Four other Vatican documents define the "pastoral" councils in terms of this threefold task (Paul VI, "Ecclesiae Sanctae I," no. 16; the 1971 Synod of Bishops' "The Ministerial Priesthood," art 2, II, section 3; the 1973 "Directory on the Pastoral Ministry of Bishops," no. 204; and the 1973 "Circular Letter on 'Pastoral Councils'" by the Sacred Congregation for the Clergy, no 9). Those who read canon 536 without referring to these other Vatican documents that speak of the "pastoral" council may not realize that investigating, pondering, and reaching conclusions is precisely what defines the pastoral council.

=== Confusion with "pastoral" councils ===
Parish councils are sometimes mistakenly distinguished from parish pastoral councils, as if the two were separate parish entities.
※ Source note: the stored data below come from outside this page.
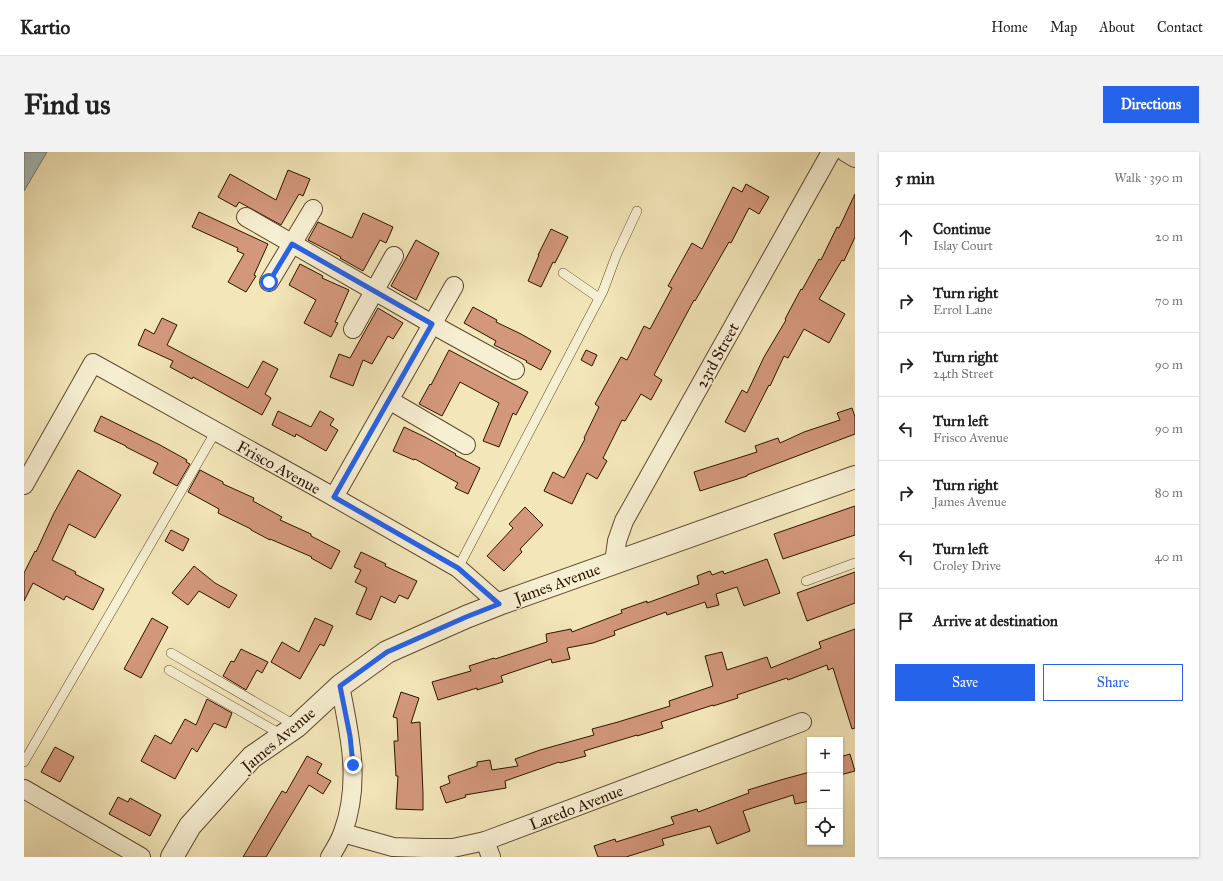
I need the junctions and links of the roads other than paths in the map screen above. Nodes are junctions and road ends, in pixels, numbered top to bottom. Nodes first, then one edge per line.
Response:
1 (831, 152) edge
2 (845, 152) edge
3 (855, 158) edge
4 (313, 209) dead end
5 (637, 210) dead end
6 (246, 217) dead end
7 (292, 244) junction
8 (394, 256) dead end
9 (563, 273) dead end
10 (269, 282) dead end
11 (454, 286) dead end
12 (375, 291) junction
13 (599, 298) junction
14 (432, 324) junction
15 (353, 329) dead end
16 (515, 370) dead end
17 (389, 400) junction
18 (216, 431) junction
19 (466, 445) dead end
20 (855, 477) edge
21 (24, 485) edge
22 (334, 497) junction
23 (614, 563) junction
24 (855, 563) edge
25 (458, 568) junction
26 (806, 581) dead end
27 (499, 604) junction
28 (171, 652) dead end
29 (169, 670) dead end
30 (340, 686) junction
31 (802, 722) dead end
32 (290, 731) junction
33 (24, 762) edge
34 (24, 789) edge
35 (343, 833) junction
36 (488, 849) edge
37 (141, 857) edge
38 (172, 857) edge
39 (330, 857) edge

1 - 23 street, 23rd Street
2 - 3 street
4 - 7 street
5 - 13 lane
6 - 7 street
7 - 10 street
7 - 12 street
8 - 12 street
9 - 13 lane
11 - 14 street
12 - 14 street
12 - 15 street
13 - 25 lane
14 - 16 street
14 - 17 street
17 - 19 street
17 - 22 street
18 - 21 street, Frisco Avenue
18 - 22 street, Frisco Avenue
18 - 33 lane
20 - 23 street, James Avenue
22 - 25 street, Frisco Avenue
23 - 27 street, James Avenue
24 - 26 lane
25 - 27 street, Frisco Avenue
27 - 30 street, James Avenue
28 - 32 lane
29 - 32 lane
30 - 32 street, James Avenue
30 - 35 street
31 - 36 street, Laredo Avenue
32 - 38 street, James Avenue
34 - 37 street
35 - 36 street, Laredo Avenue
35 - 39 street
The first parish councils were, properly speaking, "apostolate" councils of the type recommended in the Decree on Laity, par. 26. When the Code of Canon Law was revised, it did not refer to apostolate councils, but called for pastoral councils.

Those who do not know about the development of the "pastoral" council idea in the Vatican documents of 1971, 1973, and 1984 may mistakenly believe that the "parish" councils that emerged immediately after Vatican II are separate from pastoral councils. They may wrongly suppose that "parish" councils are bureaucratically structured decision-making bodies, independent of the pastor, that oversee such parish matters as the annual plan, schedule and budget, capital improvements, and the like. But councils do not make decisions independently of the pastor and have a consultative vote only.

== United States==

In American Roman Catholic parishes, the parish council arose after Vatican II in the new era of lay participation in parish decision-making. It was a response to the Vatican II Decree on the Apostolate of Lay People (Apostolicam actuositatem, par. 26). This decree, published in 1965, recommended the establishment of councils at all levels of the Catholic Church (including the parish) with one purpose, namely, to assist in the Church's "apostolate" or mission. The decree also said that such apostolic councils "may coordinate" lay initiatives, so long as they do not interfere with the autonomy of such initiatives. Many Catholics throughout the world interpreted the decree as calling for parish councils that would coordinate parish committees or commissions. This was the genesis of the "parish council".

A 2003 survey by the U.S. Conference of Catholic Bishops found that half of U.S. dioceses and three-quarters of U.S. parishes had councils.